Verbatim copy, images excluded: write out each record shown below.

MATERIAL PROVIDED –
>>>
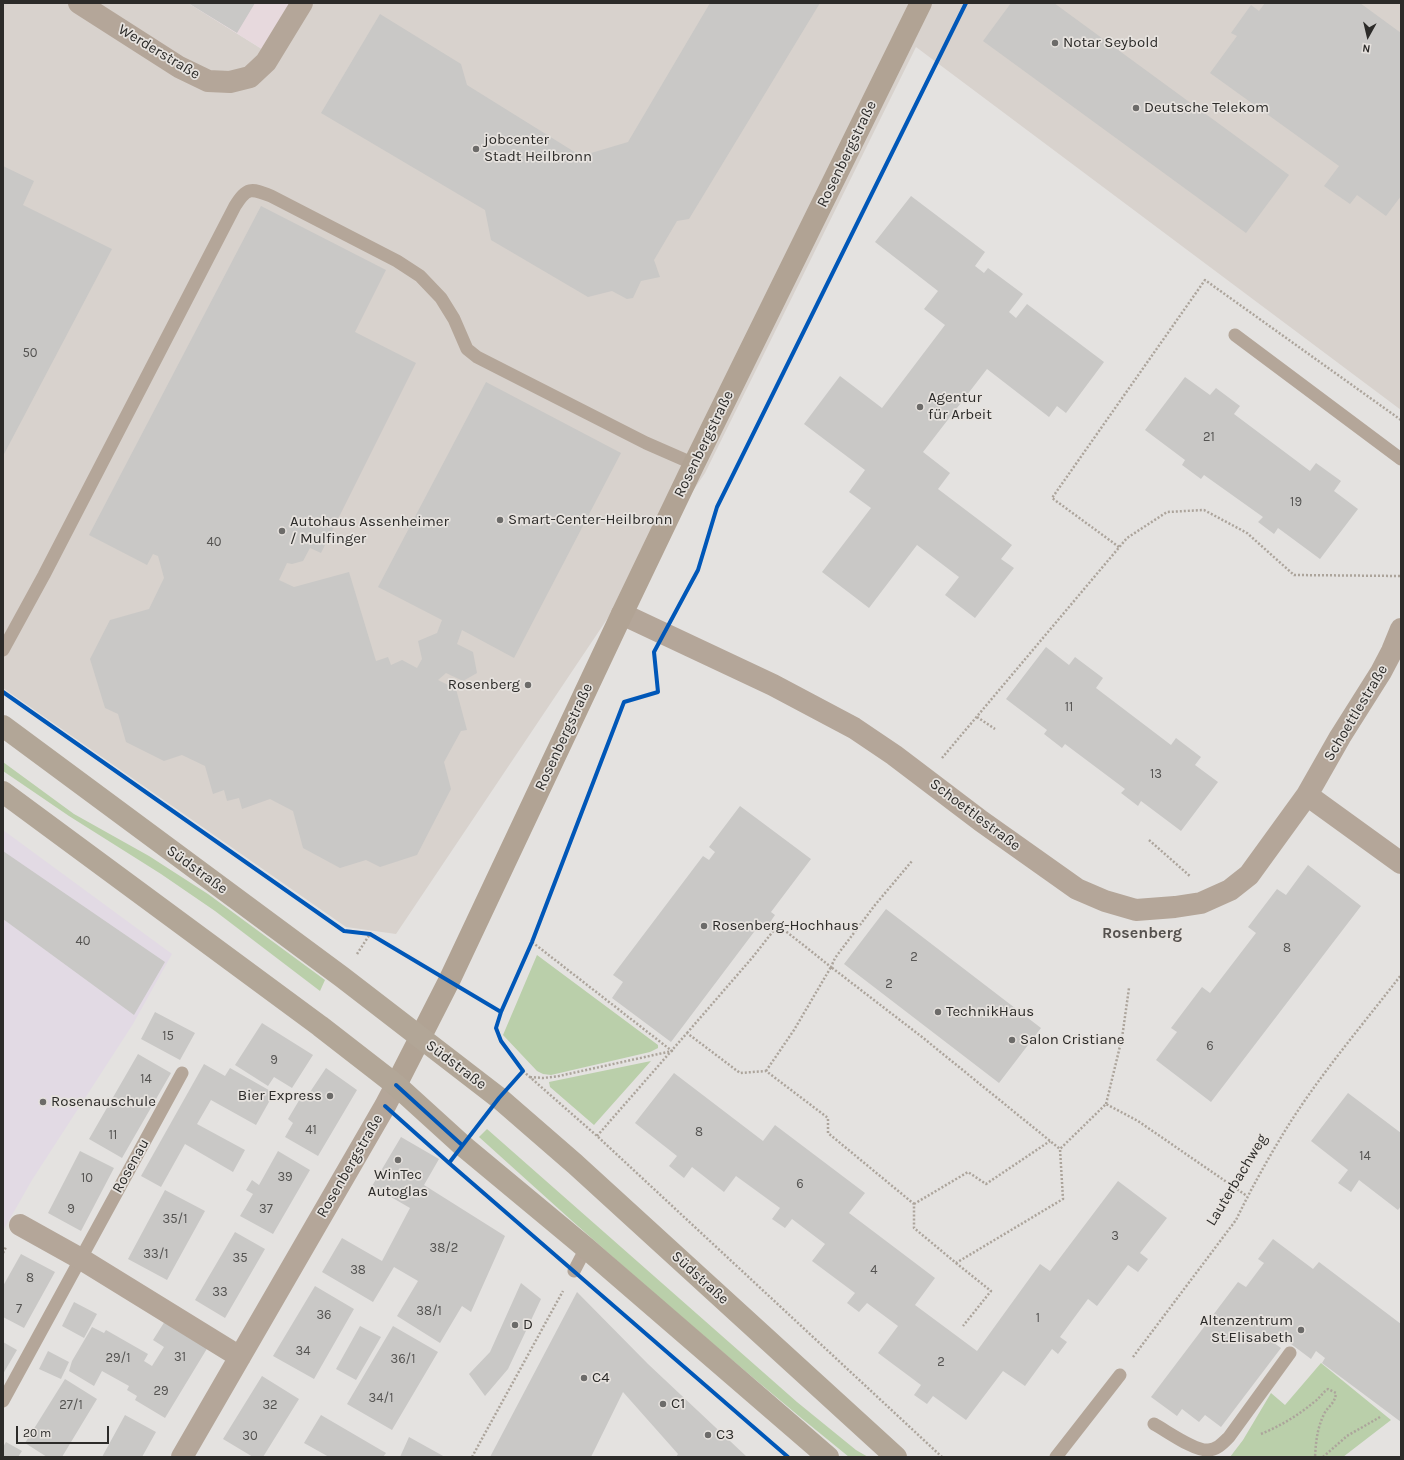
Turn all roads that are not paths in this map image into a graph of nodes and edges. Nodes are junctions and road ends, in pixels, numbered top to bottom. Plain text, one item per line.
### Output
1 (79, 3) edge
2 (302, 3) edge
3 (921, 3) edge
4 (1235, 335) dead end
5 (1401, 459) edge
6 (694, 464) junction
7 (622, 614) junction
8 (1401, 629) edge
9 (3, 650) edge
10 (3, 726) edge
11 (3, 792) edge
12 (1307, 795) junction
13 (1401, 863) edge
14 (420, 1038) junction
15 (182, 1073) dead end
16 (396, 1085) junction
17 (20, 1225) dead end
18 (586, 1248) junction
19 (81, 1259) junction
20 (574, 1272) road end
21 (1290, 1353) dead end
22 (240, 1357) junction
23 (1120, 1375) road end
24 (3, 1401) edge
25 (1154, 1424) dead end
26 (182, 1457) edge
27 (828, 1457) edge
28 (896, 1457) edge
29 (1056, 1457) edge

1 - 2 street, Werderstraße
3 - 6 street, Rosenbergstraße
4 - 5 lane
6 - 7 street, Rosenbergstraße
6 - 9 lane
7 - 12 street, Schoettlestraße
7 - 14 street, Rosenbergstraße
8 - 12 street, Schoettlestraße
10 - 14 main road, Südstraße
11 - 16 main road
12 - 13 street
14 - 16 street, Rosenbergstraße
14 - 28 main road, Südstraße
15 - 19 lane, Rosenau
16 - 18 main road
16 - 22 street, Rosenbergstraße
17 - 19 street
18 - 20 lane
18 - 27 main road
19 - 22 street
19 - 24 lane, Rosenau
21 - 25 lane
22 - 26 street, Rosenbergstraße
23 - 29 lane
<<<
EXERCISE RESULT –
Turn all roads that are not paths in this map image into a graph of nodes and edges. Nodes are junctions and road ends, in pixels, numbered top to bottom. Plain text, one item per line.
### Output
1 (79, 3) edge
2 (302, 3) edge
3 (921, 3) edge
4 (1235, 335) dead end
5 (1401, 459) edge
6 (694, 464) junction
7 (622, 614) junction
8 (1401, 629) edge
9 (3, 650) edge
10 (3, 726) edge
11 (3, 792) edge
12 (1307, 795) junction
13 (1401, 863) edge
14 (420, 1038) junction
15 (182, 1073) dead end
16 (396, 1085) junction
17 (20, 1225) dead end
18 (586, 1248) junction
19 (81, 1259) junction
20 (574, 1272) road end
21 (1290, 1353) dead end
22 (240, 1357) junction
23 (1120, 1375) road end
24 (3, 1401) edge
25 (1154, 1424) dead end
26 (182, 1457) edge
27 (828, 1457) edge
28 (896, 1457) edge
29 (1056, 1457) edge

1 - 2 street, Werderstraße
3 - 6 street, Rosenbergstraße
4 - 5 lane
6 - 7 street, Rosenbergstraße
6 - 9 lane
7 - 12 street, Schoettlestraße
7 - 14 street, Rosenbergstraße
8 - 12 street, Schoettlestraße
10 - 14 main road, Südstraße
11 - 16 main road
12 - 13 street
14 - 16 street, Rosenbergstraße
14 - 28 main road, Südstraße
15 - 19 lane, Rosenau
16 - 18 main road
16 - 22 street, Rosenbergstraße
17 - 19 street
18 - 20 lane
18 - 27 main road
19 - 22 street
19 - 24 lane, Rosenau
21 - 25 lane
22 - 26 street, Rosenbergstraße
23 - 29 lane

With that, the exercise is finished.